With all pictures omitted, return verbatim the lines from the beginning of the records below through the line containing "width:19px; height:19px; translate:-50%".
[[ Source information open ]]
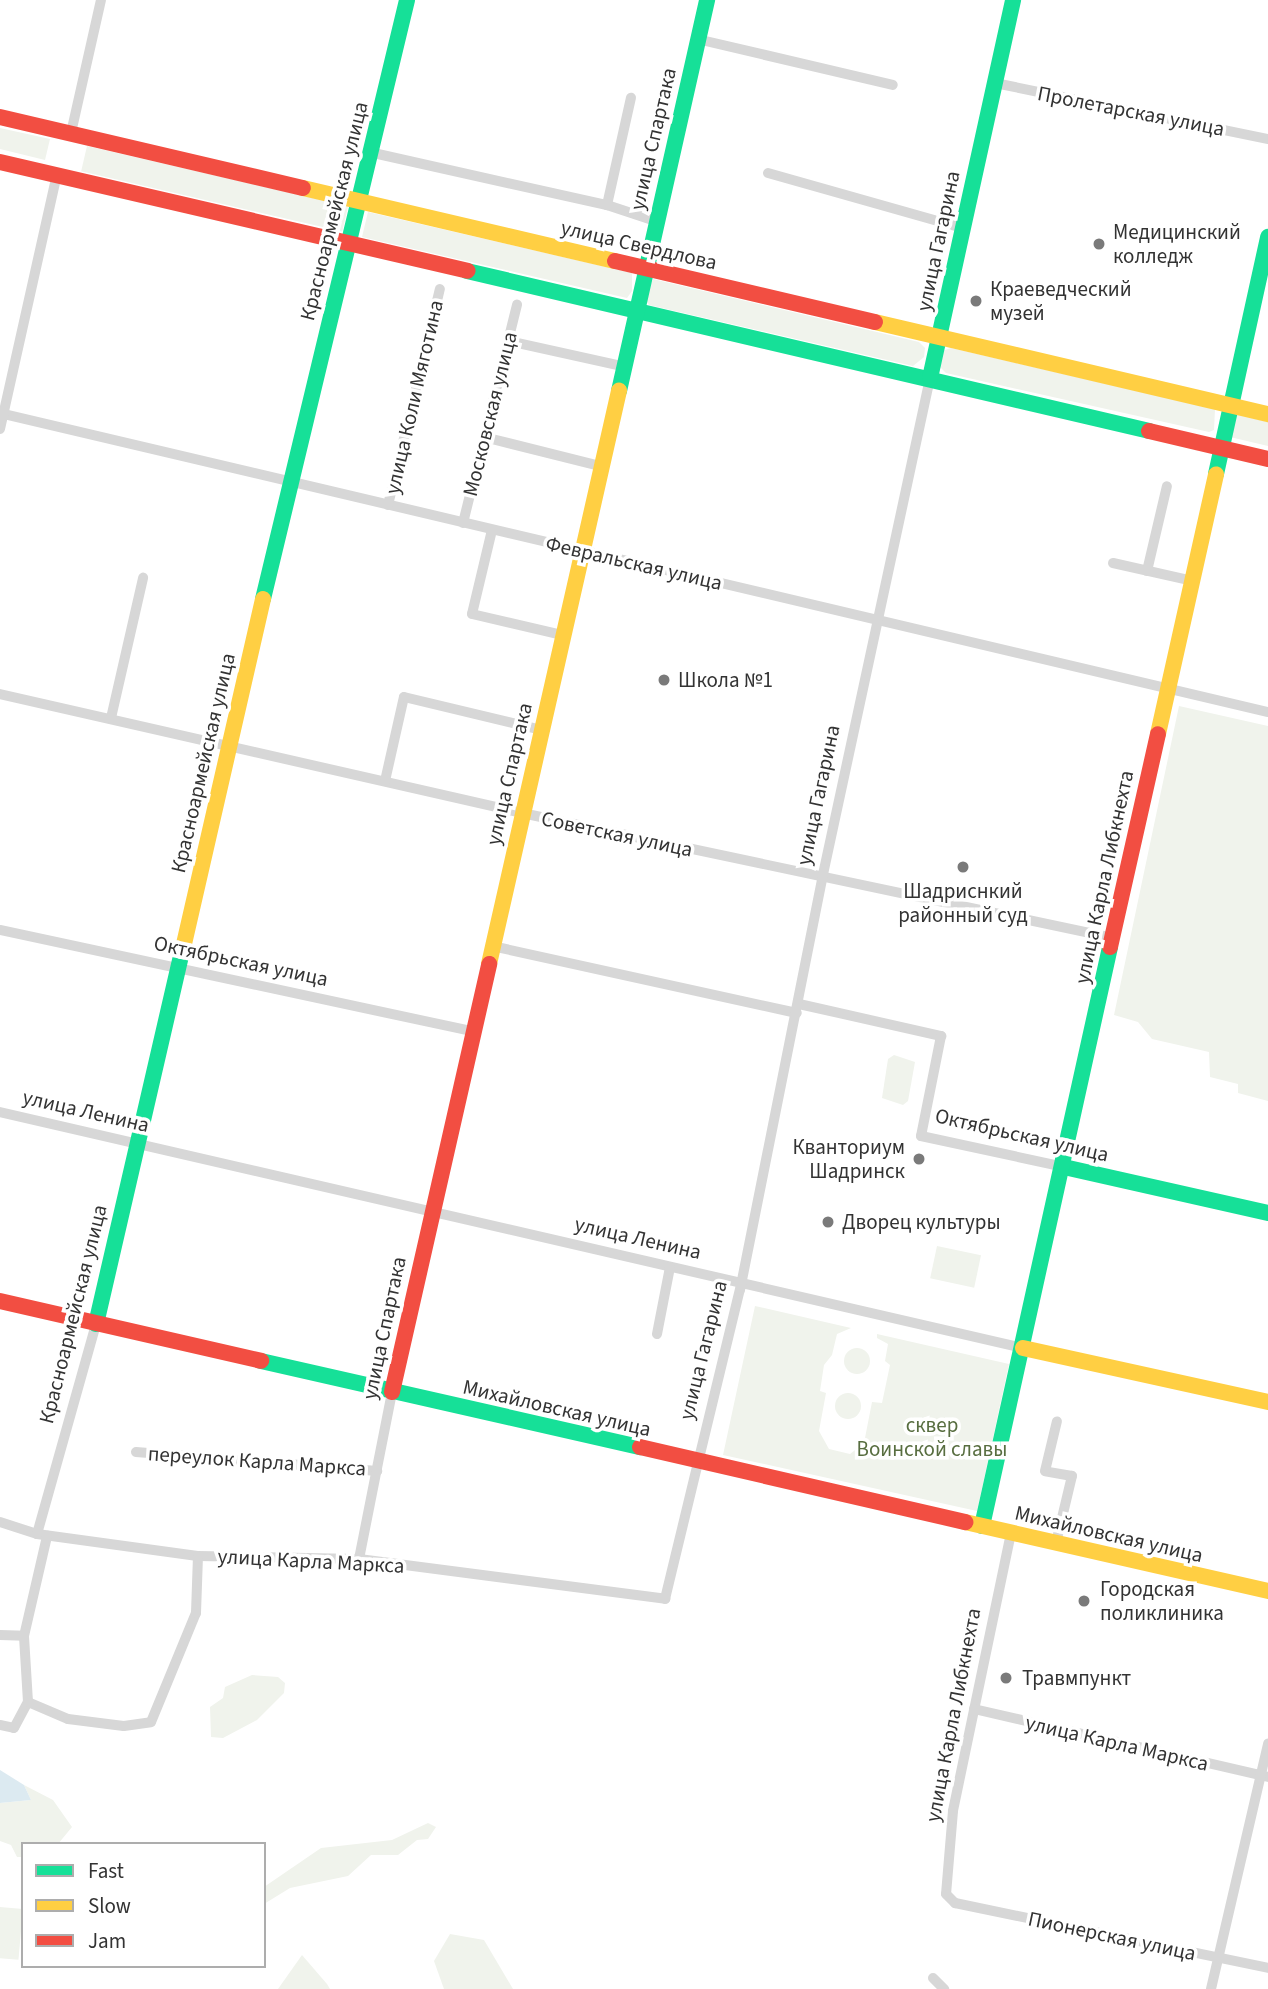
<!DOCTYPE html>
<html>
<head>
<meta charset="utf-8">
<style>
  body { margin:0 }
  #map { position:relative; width:1268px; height:1989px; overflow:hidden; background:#fff; font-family:"Source Sans 3",sans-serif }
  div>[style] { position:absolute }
  .green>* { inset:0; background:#f0f3ec; transform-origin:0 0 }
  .round { border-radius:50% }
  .water>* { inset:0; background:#dceaf1 }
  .street>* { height:10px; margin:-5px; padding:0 5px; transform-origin:5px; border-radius:5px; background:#d7d7d7 }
  .fast>* { height:16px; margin:-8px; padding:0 8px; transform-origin:8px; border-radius:8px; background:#16e098 }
  .slow>* { height:16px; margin:-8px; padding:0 8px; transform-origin:8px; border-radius:8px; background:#ffcf43 }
  .jam>* { height:16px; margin:-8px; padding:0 8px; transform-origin:8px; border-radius:8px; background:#f24e42 }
  .dots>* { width:19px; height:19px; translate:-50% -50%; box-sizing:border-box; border:4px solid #fff; border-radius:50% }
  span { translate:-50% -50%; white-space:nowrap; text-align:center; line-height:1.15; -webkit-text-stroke:7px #fff; paint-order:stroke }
  .street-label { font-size:21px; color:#333 }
  .poi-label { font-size:21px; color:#333 }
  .left { translate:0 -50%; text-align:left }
  .right { translate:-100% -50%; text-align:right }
  .park-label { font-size:21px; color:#586e40 }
  .legend { position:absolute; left:21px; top:1842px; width:245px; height:126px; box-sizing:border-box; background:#fff; border:2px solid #adadad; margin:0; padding:9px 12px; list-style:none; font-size:21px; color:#333 }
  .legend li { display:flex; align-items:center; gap:14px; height:35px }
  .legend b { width:35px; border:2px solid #adadad }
</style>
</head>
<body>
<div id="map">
  <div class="green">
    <i style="clip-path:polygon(0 128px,50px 139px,45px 160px,0 149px)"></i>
    <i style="left:87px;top:146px;width:268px;height:26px;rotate:13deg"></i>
    <i style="clip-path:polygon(368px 212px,632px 273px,632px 291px,627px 298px,362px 237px)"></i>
    <i style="clip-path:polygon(653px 279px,919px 342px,925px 348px,924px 357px,913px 366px,649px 305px,645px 299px)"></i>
    <i style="clip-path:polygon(951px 348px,1215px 409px,1214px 430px,1209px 432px,946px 373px,939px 366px,942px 351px)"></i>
    <i style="clip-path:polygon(1235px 414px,1268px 422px,1268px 446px,1230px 437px)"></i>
    <i style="clip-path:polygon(1179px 706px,1268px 726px,1268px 1101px,1238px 1093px,1238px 1084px,1210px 1077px,1209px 1052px,1152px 1039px,1138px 1022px,1114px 1015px)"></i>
    <i style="clip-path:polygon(894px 1055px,915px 1062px,908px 1101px,903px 1105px,882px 1098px,888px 1059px)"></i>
    <i style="left:937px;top:1246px;width:45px;height:33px;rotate:12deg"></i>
    <i style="clip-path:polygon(755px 1306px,851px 1328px,837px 1334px,832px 1355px,824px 1365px,820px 1391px,826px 1393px,819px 1431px,829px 1449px,850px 1454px,864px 1443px,872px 1402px,882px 1403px,890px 1365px,885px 1361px,888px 1344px,877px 1338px,877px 1334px,1009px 1364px,977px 1511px,723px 1455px)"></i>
    <i class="round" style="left:844px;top:1348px;width:26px;height:26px"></i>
    <i class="round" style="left:835px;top:1393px;width:26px;height:26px"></i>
    <i style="clip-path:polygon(252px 1675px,278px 1677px,285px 1683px,284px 1693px,257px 1720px,223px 1738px,211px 1737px,210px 1707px,223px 1698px,225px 1687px)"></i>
    <i style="clip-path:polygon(24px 1785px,53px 1800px,72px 1827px,58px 1844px,23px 1844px,23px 1857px,17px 1857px,11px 1845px,0 1841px,0 1803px,31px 1800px)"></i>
    <i style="clip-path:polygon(428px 1823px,436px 1827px,428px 1839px,417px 1840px,398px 1855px,371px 1855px,348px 1876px,290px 1888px,264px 1904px,264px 1887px,321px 1848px,392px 1840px)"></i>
    <i style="left:0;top:1907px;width:23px;height:51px;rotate:5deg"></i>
    <i style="clip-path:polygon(450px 1934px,484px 1940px,513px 1989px,444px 1989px,434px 1961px)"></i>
    <i style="clip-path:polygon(302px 1955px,327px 1984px,330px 1989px,278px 1989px)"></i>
  </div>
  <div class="water">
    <i style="clip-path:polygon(0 1770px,24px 1785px,31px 1800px,0 1803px)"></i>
  </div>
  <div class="street">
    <i style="left:697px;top:39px;width:201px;rotate:13.2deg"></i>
    <i style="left:995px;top:83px;width:279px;rotate:11.6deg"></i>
    <i style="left:71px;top:133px;width:136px;rotate:-77.3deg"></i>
    <i style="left:369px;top:152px;width:244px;rotate:12.6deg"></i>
    <i style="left:607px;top:205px;width:51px;rotate:18.4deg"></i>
    <i style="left:768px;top:173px;width:202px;rotate:15.8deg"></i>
    <i style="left:607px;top:205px;width:110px;rotate:-77.4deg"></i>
    <i style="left:508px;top:341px;width:117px;rotate:12.4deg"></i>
    <i style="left:0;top:413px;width:1303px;rotate:13.27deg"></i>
    <i style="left:0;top:429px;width:260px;rotate:-77.4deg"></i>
    <i style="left:484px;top:437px;width:120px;rotate:14deg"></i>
    <i style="left:388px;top:505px;width:222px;rotate:-76.5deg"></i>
    <i style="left:463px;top:523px;width:225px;rotate:-76.1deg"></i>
    <i style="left:492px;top:530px;width:86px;rotate:103.4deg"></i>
    <i style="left:472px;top:614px;width:92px;rotate:13.1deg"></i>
    <i style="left:1113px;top:563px;width:78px;rotate:12.6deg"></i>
    <i style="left:1147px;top:571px;width:87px;rotate:-76.8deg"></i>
    <i style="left:0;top:694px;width:535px;rotate:12.84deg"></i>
    <i style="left:522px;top:813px;width:604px;rotate:11.94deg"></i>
    <i style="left:111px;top:718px;width:144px;rotate:-77.1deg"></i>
    <i style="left:385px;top:781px;width:86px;rotate:-77.3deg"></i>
    <i style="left:404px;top:697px;width:141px;rotate:13.5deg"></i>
    <i style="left:0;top:930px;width:484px;rotate:12.1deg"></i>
    <i style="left:492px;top:946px;width:312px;rotate:12.4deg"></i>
    <i style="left:799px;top:1004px;width:146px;rotate:12.7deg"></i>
    <i style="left:941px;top:1036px;width:102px;rotate:101.3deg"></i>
    <i style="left:921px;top:1136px;width:146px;rotate:12.2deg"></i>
    <i style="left:0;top:1112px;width:1050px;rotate:12.99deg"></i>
    <i style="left:657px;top:1334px;width:68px;rotate:-79deg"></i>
    <i style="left:136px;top:1452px;width:242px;rotate:4.5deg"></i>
    <i style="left:0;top:1522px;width:39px;rotate:18deg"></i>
    <i style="left:37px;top:1534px;width:162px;rotate:7.8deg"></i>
    <i style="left:198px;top:1556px;width:161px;rotate:1.1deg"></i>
    <i style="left:359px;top:1559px;width:309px;rotate:7.4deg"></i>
    <i style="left:665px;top:1599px;width:318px;rotate:-76.4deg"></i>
    <i style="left:740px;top:1290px;width:419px;rotate:-78.7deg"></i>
    <i style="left:822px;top:879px;width:513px;rotate:-77.83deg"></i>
    <i style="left:1011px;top:1533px;width:284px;rotate:101.8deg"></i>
    <i style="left:953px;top:1811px;width:83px;rotate:94.8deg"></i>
    <i style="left:946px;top:1894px;width:13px;rotate:45deg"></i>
    <i style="left:955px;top:1903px;width:320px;rotate:11.7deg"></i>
    <i style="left:37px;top:1534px;width:218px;rotate:-74.3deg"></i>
    <i style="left:1056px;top:1543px;width:69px;rotate:-76.6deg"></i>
    <i style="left:1072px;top:1476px;width:27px;rotate:-170deg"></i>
    <i style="left:1045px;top:1471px;width:51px;rotate:-76.5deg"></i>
    <i style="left:359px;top:1559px;width:170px;rotate:-78.8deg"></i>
    <i style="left:0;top:1635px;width:24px;rotate:2deg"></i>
    <i style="left:28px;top:1702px;width:43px;rotate:23deg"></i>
    <i style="left:68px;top:1719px;width:56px;rotate:7.1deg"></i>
    <i style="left:124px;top:1726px;width:27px;rotate:-8deg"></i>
    <i style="left:151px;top:1722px;width:118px;rotate:-67.6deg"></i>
    <i style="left:196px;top:1613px;width:57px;rotate:-88deg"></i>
    <i style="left:974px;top:1709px;width:302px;rotate:13deg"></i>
    <i style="left:0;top:1725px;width:14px;rotate:12deg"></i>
    <i style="left:14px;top:1728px;width:30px;rotate:-62deg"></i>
    <i style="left:28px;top:1702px;width:66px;rotate:-93.5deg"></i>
    <i style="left:24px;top:1636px;width:103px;rotate:-77deg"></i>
    <i style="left:933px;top:1978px;width:16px;rotate:45deg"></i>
    <i style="left:1211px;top:1989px;width:252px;rotate:-76.9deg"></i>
  </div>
  <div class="fast">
    <i style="left:467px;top:271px;width:701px;rotate:13.2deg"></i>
    <i style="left:930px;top:378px;width:387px;rotate:-77.6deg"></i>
    <i style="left:619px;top:391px;width:401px;rotate:-77.3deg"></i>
    <i style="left:1216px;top:474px;width:243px;rotate:-77.6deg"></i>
    <i style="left:263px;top:599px;width:616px;rotate:-76.48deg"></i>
    <i style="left:1064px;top:1167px;width:209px;rotate:12.7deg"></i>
    <i style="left:96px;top:1324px;width:390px;rotate:-77deg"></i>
    <i style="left:261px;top:1361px;width:389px;rotate:12.8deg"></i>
    <i style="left:982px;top:1526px;width:593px;rotate:-77.53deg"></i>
  </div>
  <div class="slow">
    <i style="left:303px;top:188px;width:320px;rotate:13.2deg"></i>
    <i style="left:875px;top:322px;width:404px;rotate:13.2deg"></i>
    <i style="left:1158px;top:734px;width:266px;rotate:-77.4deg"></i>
    <i style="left:184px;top:944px;width:354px;rotate:-77.1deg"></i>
    <i style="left:489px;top:964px;width:588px;rotate:-77.22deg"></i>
    <i style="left:1023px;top:1348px;width:251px;rotate:12.4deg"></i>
    <i style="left:965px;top:1522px;width:311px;rotate:12.8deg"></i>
  </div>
  <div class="jam">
    <i style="left:0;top:117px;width:311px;rotate:13.2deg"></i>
    <i style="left:0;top:162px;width:480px;rotate:13.1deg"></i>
    <i style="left:615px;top:261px;width:267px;rotate:13.2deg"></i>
    <i style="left:1149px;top:431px;width:122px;rotate:13.2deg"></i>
    <i style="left:1110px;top:947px;width:218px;rotate:-77.3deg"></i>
    <i style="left:0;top:1301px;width:268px;rotate:12.9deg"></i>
    <i style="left:392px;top:1392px;width:439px;rotate:-77.2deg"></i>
    <i style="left:640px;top:1447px;width:334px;rotate:13deg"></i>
  </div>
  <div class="dots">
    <i style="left:1099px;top:244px;background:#7a7a7a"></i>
    <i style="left:976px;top:301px;background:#7a7a7a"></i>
    <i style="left:664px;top:680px;background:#7a7a7a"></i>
    <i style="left:963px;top:867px;background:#7a7a7a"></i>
    <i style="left:919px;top:1159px;background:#7a7a7a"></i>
    <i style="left:828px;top:1222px;background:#7a7a7a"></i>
    <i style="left:1084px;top:1601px;background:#7a7a7a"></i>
    <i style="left:1006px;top:1678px;background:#7a7a7a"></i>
  </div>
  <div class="street-label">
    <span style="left:1131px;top:111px;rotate:11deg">Пролетарская улица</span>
    <span style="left:653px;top:139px;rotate:-77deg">улица Спартака</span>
    <span style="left:334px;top:211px;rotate:-76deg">Красноармейская улица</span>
    <span style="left:938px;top:241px;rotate:-78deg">улица Гагарина</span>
    <span style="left:639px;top:245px;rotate:13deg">улица Свердлова</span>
    <span style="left:414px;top:397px;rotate:-77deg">улица Коли Мяготина</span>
    <span style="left:490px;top:414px;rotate:-76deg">Московская улица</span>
    <span style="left:634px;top:563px;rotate:13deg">Февральская улица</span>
    <span style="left:203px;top:763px;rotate:-77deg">Красноармейская улица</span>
    <span style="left:509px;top:774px;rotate:-77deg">улица Спартака</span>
    <span style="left:818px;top:795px;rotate:-78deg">улица Гагарина</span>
    <span style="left:617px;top:834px;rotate:12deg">Советская улица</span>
    <span style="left:1104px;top:877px;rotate:-78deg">улица Карла Либкнехта</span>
    <span style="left:241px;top:961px;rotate:12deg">Октябрьская улица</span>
    <span style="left:86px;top:1111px;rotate:13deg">улица Ленина</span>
    <span style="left:1022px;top:1135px;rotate:13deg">Октябрьская улица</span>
    <span style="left:638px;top:1238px;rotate:13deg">улица Ленина</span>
    <span style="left:73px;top:1314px;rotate:-76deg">Красноармейская улица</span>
    <span style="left:384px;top:1328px;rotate:-78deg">улица Спартака</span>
    <span style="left:703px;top:1350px;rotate:-76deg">улица Гагарина</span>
    <span style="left:557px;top:1408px;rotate:13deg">Михайловская улица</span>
    <span style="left:257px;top:1461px;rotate:4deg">переулок Карла Маркса</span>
    <span style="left:1109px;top:1534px;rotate:13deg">Михайловская улица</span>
    <span style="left:311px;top:1561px;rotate:3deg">улица Карла Маркса</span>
    <span style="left:953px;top:1715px;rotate:-79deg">улица Карла Либкнехта</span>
    <span style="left:1117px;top:1743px;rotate:13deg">улица Карла Маркса</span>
    <span style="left:1112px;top:1936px;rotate:12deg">Пионерская улица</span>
  </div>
  <div class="poi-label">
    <span class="left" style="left:1113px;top:244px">Медицинский<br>колледж</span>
    <span class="left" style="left:990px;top:301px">Краеведческий<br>музей</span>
    <span class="left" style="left:678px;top:680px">Школа №1</span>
    <span style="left:963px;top:903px">Шадриснкий<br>районный суд</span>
    <span class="right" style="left:905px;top:1159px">Кванториум<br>Шадринск</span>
    <span class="left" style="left:842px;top:1222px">Дворец культуры</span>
    <span class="left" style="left:1100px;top:1601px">Городская<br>поликлиника</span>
    <span class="left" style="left:1022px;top:1678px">Травмпункт</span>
  </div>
  <div class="park-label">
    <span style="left:932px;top:1437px">сквер<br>Воинской славы</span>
  </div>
  <ul class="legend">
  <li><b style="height:9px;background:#16e098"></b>Fast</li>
  <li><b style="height:9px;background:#ffcf43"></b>Slow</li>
  <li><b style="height:9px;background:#f24e42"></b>Jam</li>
  </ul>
</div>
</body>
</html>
[[ Source information closed ]]
**Expected answer**
<!DOCTYPE html>
<html>
<head>
<meta charset="utf-8">
<style>
  body { margin:0 }
  #map { position:relative; width:1268px; height:1989px; overflow:hidden; background:#fff; font-family:"Source Sans 3",sans-serif }
  div>[style] { position:absolute }
  .green>* { inset:0; background:#f0f3ec; transform-origin:0 0 }
  .round { border-radius:50% }
  .water>* { inset:0; background:#dceaf1 }
  .street>* { height:10px; margin:-5px; padding:0 5px; transform-origin:5px; border-radius:5px; background:#d7d7d7 }
  .fast>* { height:16px; margin:-8px; padding:0 8px; transform-origin:8px; border-radius:8px; background:#16e098 }
  .slow>* { height:16px; margin:-8px; padding:0 8px; transform-origin:8px; border-radius:8px; background:#ffcf43 }
  .jam>* { height:16px; margin:-8px; padding:0 8px; transform-origin:8px; border-radius:8px; background:#f24e42 }
  .dots>* { width:19px; height:19px; translate:-50% -50%; box-sizing:border-box; border:4px solid #fff; border-radius:50% }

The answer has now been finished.